There are several limitations regarding the present case series and literature review. The ANCA positivity in IgAN patients being rare (probably because seldom checked), the studies reported heterogeneous clinical presentation, treatment, and outcome, explaining the lack of consensus on this topic. Moreover, we included only case series in our review, which might hamper the epidemiologic evaluation of IgAN–ANCA -positive patients. ANCA was determined in our case series only by ELISA; however, the ANCA titer was significantly increased in all the cases. While the induction therapy with corticosteroids and cyclophosphamide was efficient in the reported studies, the protocols, the follow-up period, and the definition of outcomes were highly different. Therefore, randomized clinical trials to evaluate the efficiency of immunosuppressive treatment in IgAN–ANCA-positive patients are needed.

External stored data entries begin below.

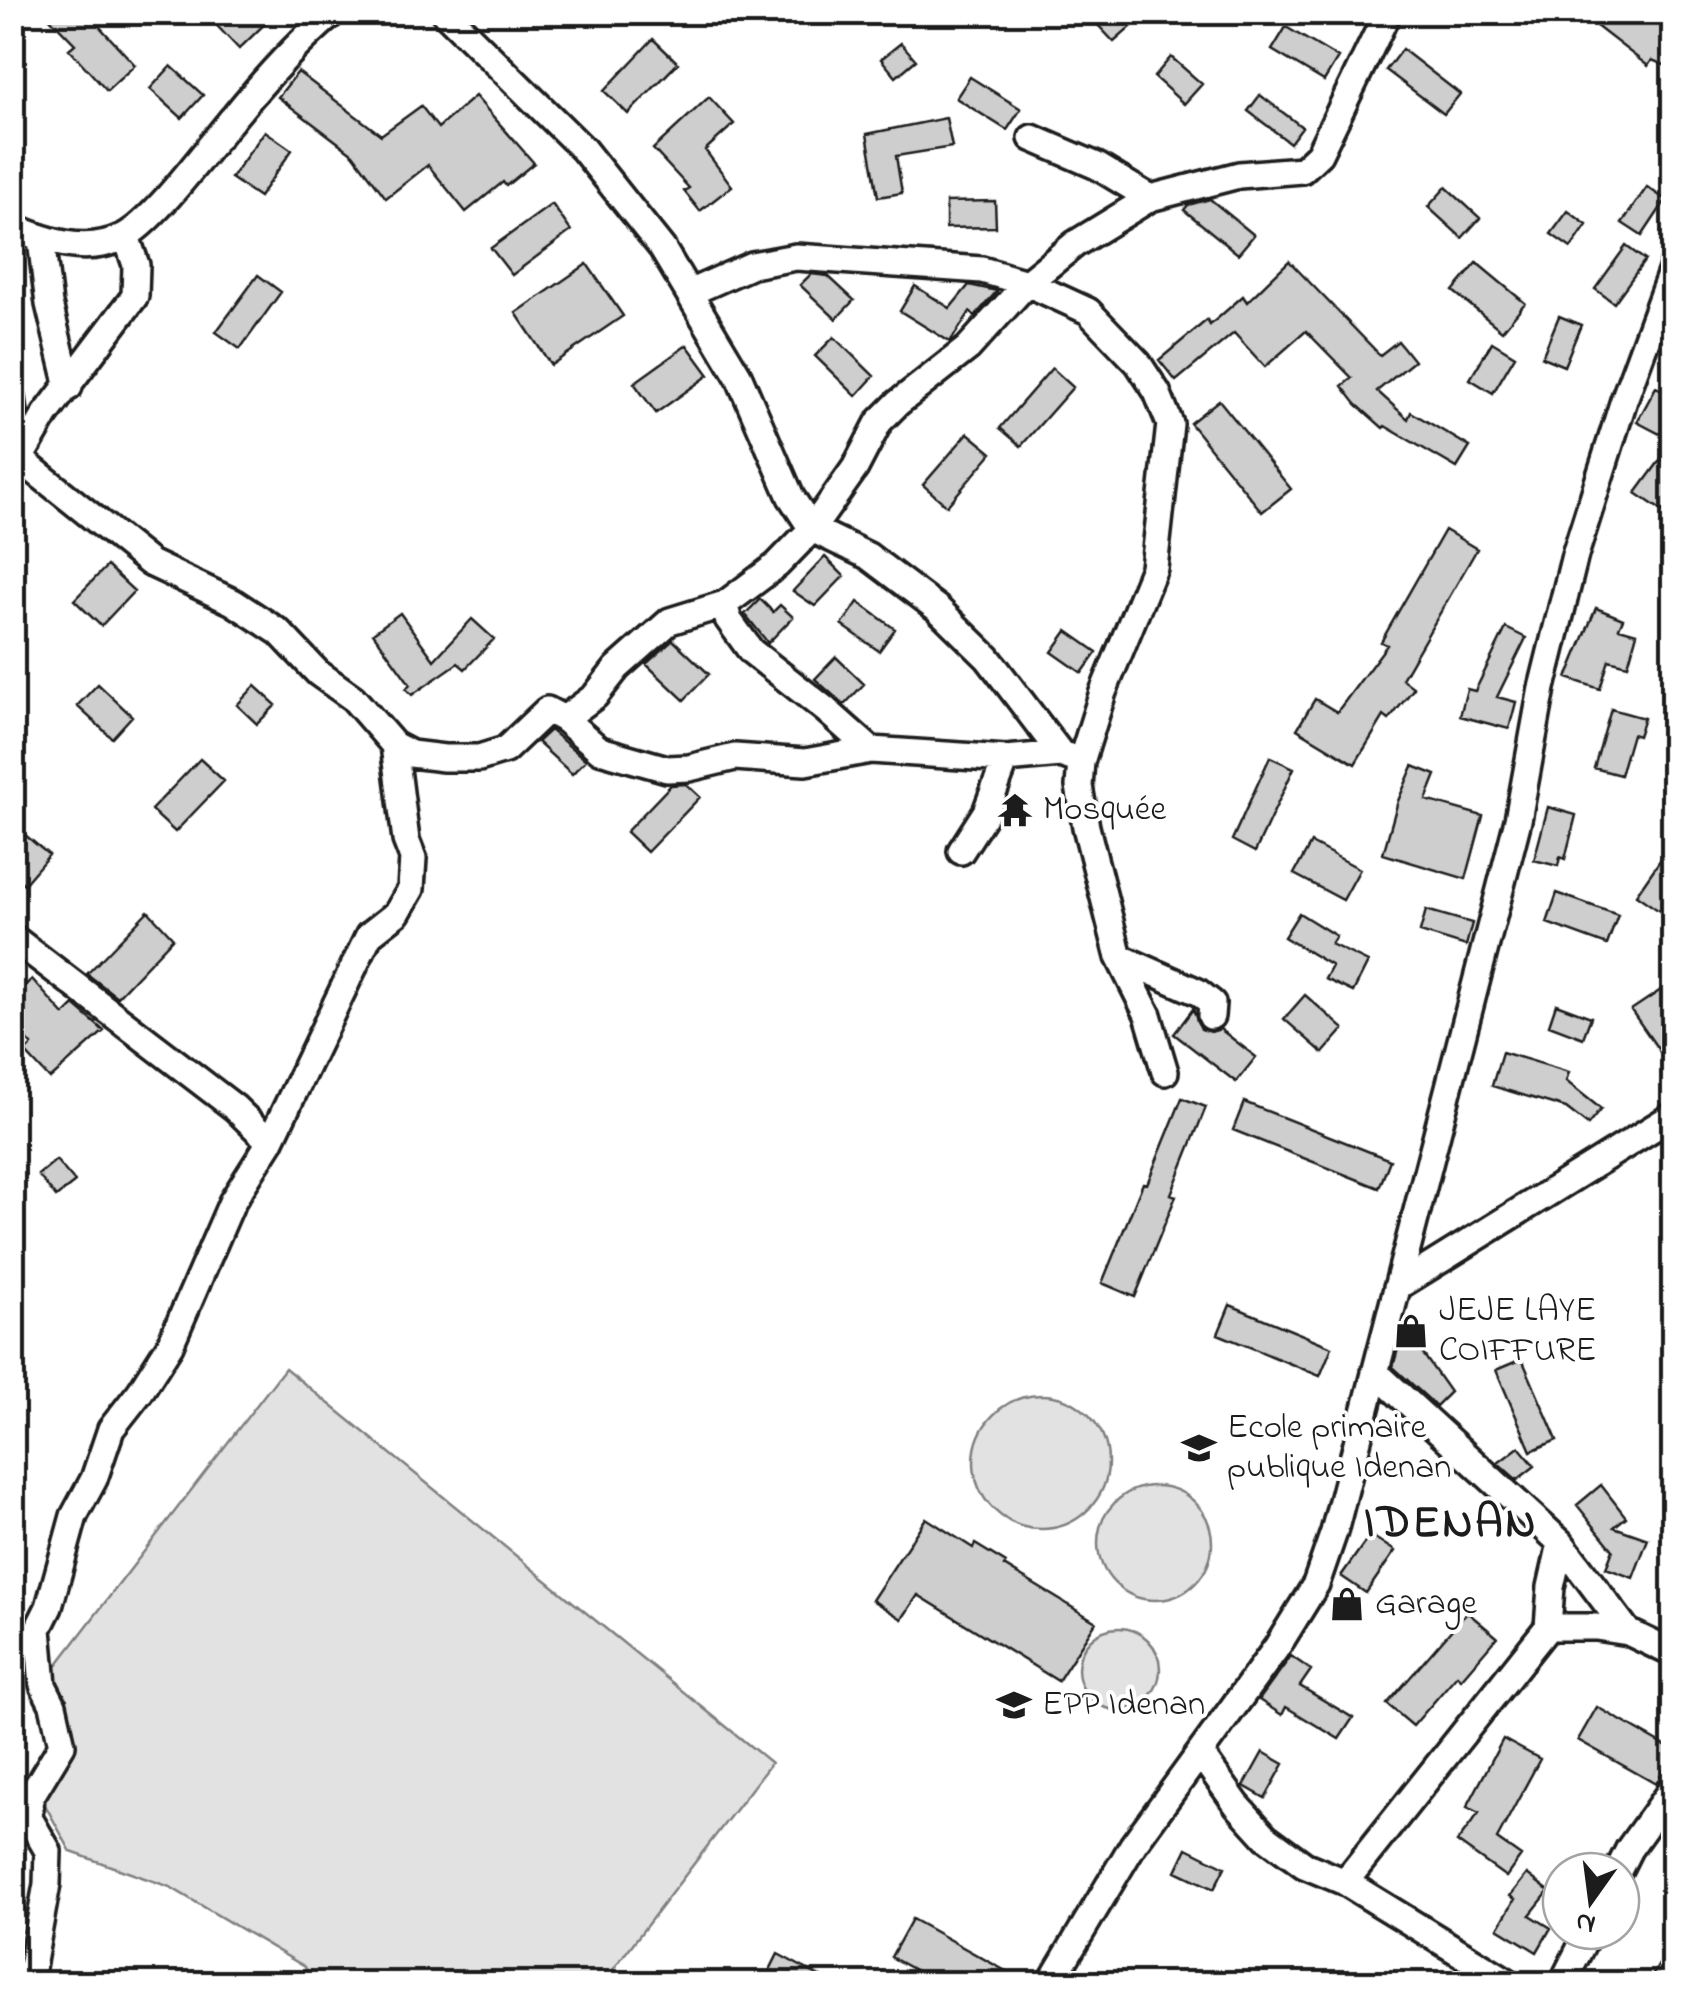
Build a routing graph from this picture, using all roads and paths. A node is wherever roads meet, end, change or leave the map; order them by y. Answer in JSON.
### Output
{"nodes":[{"id":1,"x":444,"y":12,"type":"edge"},
{"id":2,"x":1388,"y":12,"type":"edge"},
{"id":3,"x":331,"y":14,"type":"edge"},
{"id":4,"x":1032,"y":138,"type":"dead end"},
{"id":5,"x":1150,"y":198,"type":"junction"},
{"id":6,"x":12,"y":226,"type":"edge"},
{"id":7,"x":126,"y":236,"type":"junction"},
{"id":8,"x":41,"y":240,"type":"junction"},
{"id":9,"x":1674,"y":264,"type":"edge"},
{"id":10,"x":1028,"y":283,"type":"junction"},
{"id":11,"x":689,"y":293,"type":"junction"},
{"id":12,"x":69,"y":387,"type":"junction"},
{"id":13,"x":12,"y":397,"type":"edge"},
{"id":14,"x":16,"y":464,"type":"edge"},
{"id":15,"x":812,"y":529,"type":"junction"},
{"id":16,"x":724,"y":604,"type":"junction"},
{"id":17,"x":564,"y":719,"type":"junction"},
{"id":18,"x":394,"y":745,"type":"junction"},
{"id":19,"x":871,"y":750,"type":"junction"},
{"id":20,"x":1071,"y":758,"type":"junction"},
{"id":21,"x":1006,"y":759,"type":"junction"},
{"id":22,"x":960,"y":851,"type":"dead end"},
{"id":23,"x":12,"y":936,"type":"edge"},
{"id":24,"x":1119,"y":957,"type":"junction"},
{"id":25,"x":1211,"y":1016,"type":"dead end"},
{"id":26,"x":1165,"y":1072,"type":"dead end"},
{"id":27,"x":1674,"y":1115,"type":"edge"},
{"id":28,"x":270,"y":1142,"type":"junction"},
{"id":29,"x":1397,"y":1287,"type":"junction"},
{"id":30,"x":1375,"y":1372,"type":"junction"},
{"id":31,"x":1561,"y":1543,"type":"junction"},
{"id":32,"x":1548,"y":1628,"type":"junction"},
{"id":33,"x":1628,"y":1632,"type":"junction"},
{"id":34,"x":1674,"y":1654,"type":"edge"},
{"id":35,"x":1200,"y":1752,"type":"junction"},
{"id":36,"x":1674,"y":1786,"type":"edge"},
{"id":37,"x":1628,"y":1851,"type":"edge"},
{"id":38,"x":1345,"y":1882,"type":"junction"},
{"id":39,"x":1579,"y":1951,"type":"edge"},
{"id":40,"x":28,"y":1984,"type":"edge"},
{"id":41,"x":1050,"y":1984,"type":"edge"},
{"id":42,"x":1511,"y":1984,"type":"edge"},
{"id":43,"x":1562,"y":1984,"type":"edge"}],
"edges":[{"from":1,"to":11,"type":"street"},
{"from":2,"to":5,"type":"street"},
{"from":3,"to":7,"type":"street"},
{"from":4,"to":5,"type":"street"},
{"from":5,"to":10,"type":"street"},
{"from":6,"to":8,"type":"street"},
{"from":7,"to":8,"type":"street"},
{"from":7,"to":12,"type":"street"},
{"from":8,"to":12,"type":"street"},
{"from":9,"to":29,"type":"street"},
{"from":10,"to":11,"type":"street"},
{"from":10,"to":15,"type":"street"},
{"from":10,"to":20,"type":"street"},
{"from":11,"to":15,"type":"street"},
{"from":12,"to":14,"type":"street"},
{"from":13,"to":14,"type":"street"},
{"from":14,"to":18,"type":"street"},
{"from":15,"to":16,"type":"street"},
{"from":15,"to":20,"type":"street"},
{"from":16,"to":17,"type":"street"},
{"from":16,"to":19,"type":"street"},
{"from":17,"to":18,"type":"street"},
{"from":17,"to":19,"type":"street"},
{"from":18,"to":28,"type":"street"},
{"from":19,"to":21,"type":"street"},
{"from":20,"to":21,"type":"street"},
{"from":20,"to":24,"type":"street"},
{"from":21,"to":22,"type":"street"},
{"from":23,"to":28,"type":"street"},
{"from":24,"to":25,"type":"street"},
{"from":24,"to":26,"type":"street"},
{"from":27,"to":29,"type":"street"},
{"from":28,"to":40,"type":"street"},
{"from":29,"to":30,"type":"street"},
{"from":30,"to":31,"type":"street"},
{"from":30,"to":35,"type":"street"},
{"from":31,"to":32,"type":"street"},
{"from":31,"to":33,"type":"street"},
{"from":32,"to":33,"type":"street"},
{"from":32,"to":38,"type":"street"},
{"from":33,"to":34,"type":"street"},
{"from":35,"to":38,"type":"street"},
{"from":35,"to":41,"type":"street"},
{"from":36,"to":37,"type":"street"},
{"from":38,"to":42,"type":"street"},
{"from":39,"to":43,"type":"street"}]}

In conclusion, we report a subset of patients with ANCA-positive crescentic IgAN characterized histopathologically by vasculitis-like lesions and clinically by a rapidly progressive decline in kidney function, which was reversed by an aggressive induction immunosuppressive protocol used in ANCA-positive vasculitis. Therefore, checking ANCA serology seems useful in patients with rapidly progressive IgAN for therapeutic and prognostic reasons.